KHARTOUM (Reuters) – Sudan has shelved the
launch of a $1 billion sugar plant, state media said on Tuesday, delaying a strategic industrial project that was meant to
help the government overcome a severe economic crisis.
The African country is trying
to cut food imports that are stoking inflation. Sudan is undergoing an economic crisis after losing three-quarters of its oil
production — the lifeline of the economy — when South Sudan became independent in July.
Boosting sugar production is
a top priority as sugar is the most important food item for the 32 million Sudanese. Like other food items the cost of sugar
has increased since oil revenues, the main source for hard currency, has dried up since July. Much of the sugar is
imported.
President Omar Hassan al-Bashir was meant to inaugurate the White Nile Sugar Co on Thursday but state news
agency SUNA said the launch had been delayed due to “emergency technical reasons.” No new date was given.
Bashir
rejected a resignation offer of industry minister Abdul-Wahab Osman over the delay of one of Sudan’s biggest development
projects in the past few years, SUNA said.

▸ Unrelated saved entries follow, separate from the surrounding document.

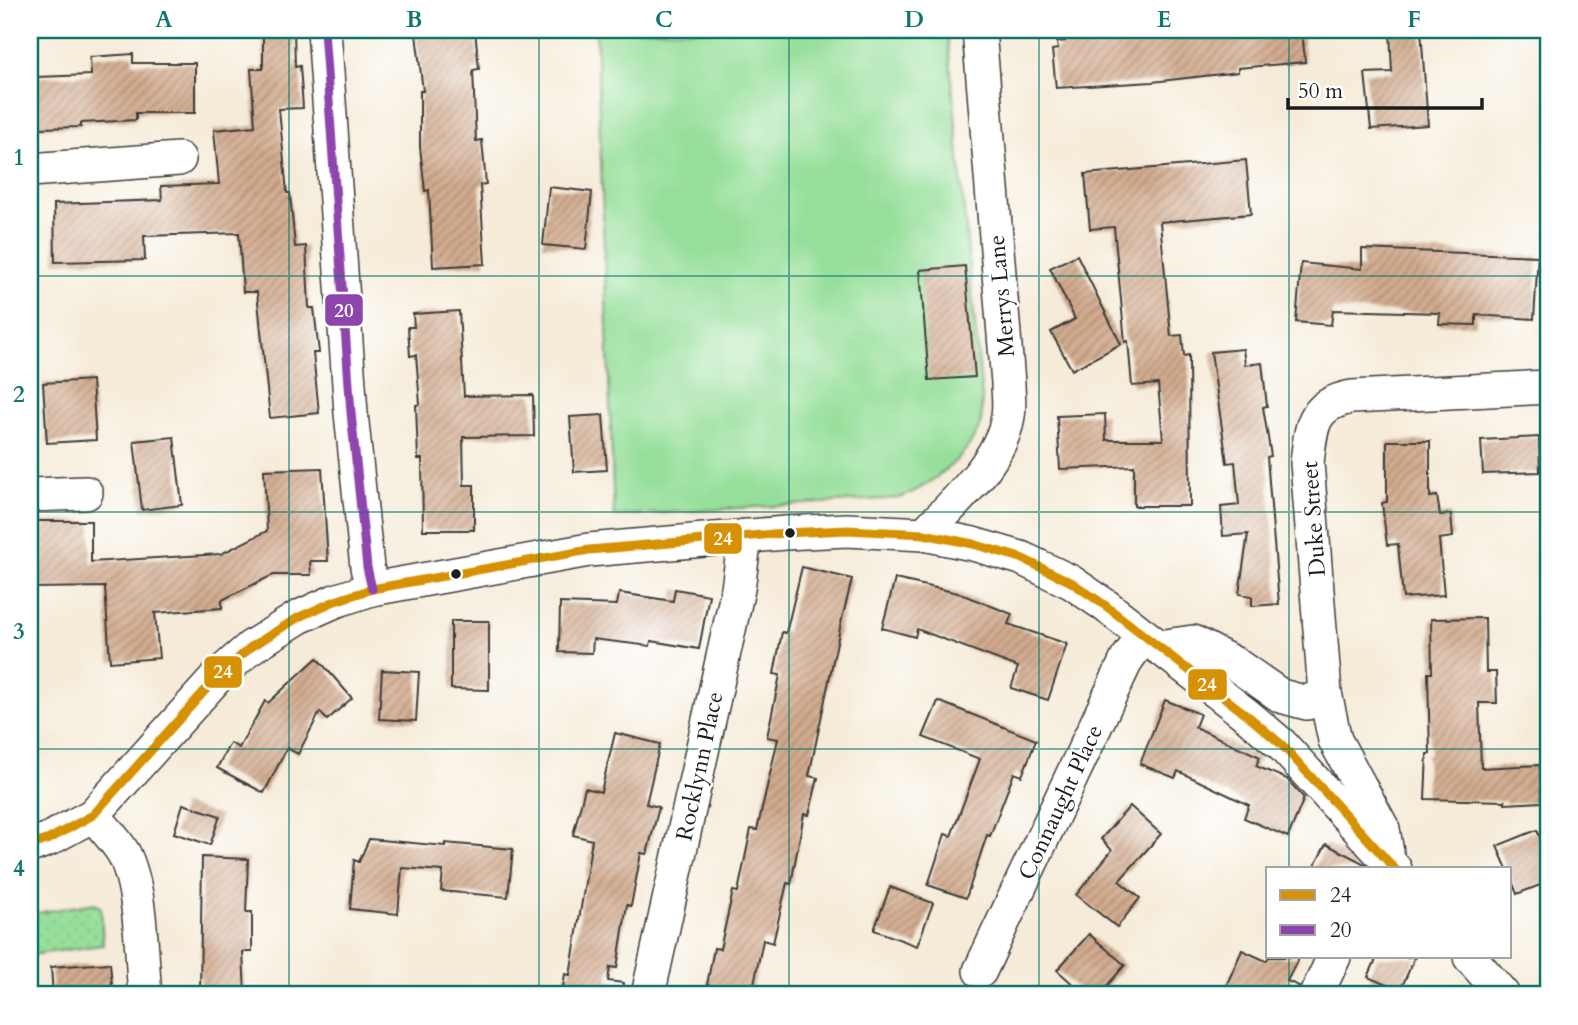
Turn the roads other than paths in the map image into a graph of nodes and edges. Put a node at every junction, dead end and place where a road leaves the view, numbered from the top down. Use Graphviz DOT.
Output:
graph roads {
  1 [pos="324,30"];
  2 [pos="979,30"];
  3 [pos="179,159"];
  4 [pos="30,170"];
  5 [pos="1548,387"];
  6 [pos="86,494"];
  7 [pos="30,495"];
  8 [pos="924,534"];
  9 [pos="745,536"];
  10 [pos="372,589"];
  11 [pos="1151,641"];
  12 [pos="1325,693"];
  13 [pos="93,815"];
  14 [pos="30,846"];
  15 [pos="1388,867"];
  16 [pos="1334,958"];
  17 [pos="1471,958"];
  18 [pos="980,971"];
  19 [pos="145,995"];
  20 [pos="648,995"];
  21 [pos="1316,995"];
  22 [pos="1503,995"];
  1 -- 10 [label="street"];
  2 -- 8 [label="street, Merrys Lane"];
  3 -- 4 [label="street"];
  5 -- 12 [label="street, Duke Street"];
  6 -- 7 [label="street"];
  8 -- 9 [label="street"];
  8 -- 11 [label="street"];
  9 -- 10 [label="street"];
  9 -- 20 [label="street, Rocklynn Place"];
  10 -- 13 [label="street"];
  11 -- 12 [label="street"];
  11 -- 15 [label="street"];
  11 -- 18 [label="street, Connaught Place"];
  12 -- 15 [label="street, Duke Street"];
  13 -- 14 [label="street"];
  13 -- 19 [label="street"];
  16 -- 21 [label="street"];
  17 -- 22 [label="street"];
}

Last month, Sudan said the plant would start with an initial annual output
of 150,000 tonnes that would gradually rise to 450,000 within three years as parts of efforts to achieve self-sufficiency in
sugar by 2014.
Kenana Sugar Co, owned by Saudi Arabia, Kuwait and Sudan, is the biggest shareholder of the plant apart
from Sudanese firms and two Egyptian investors.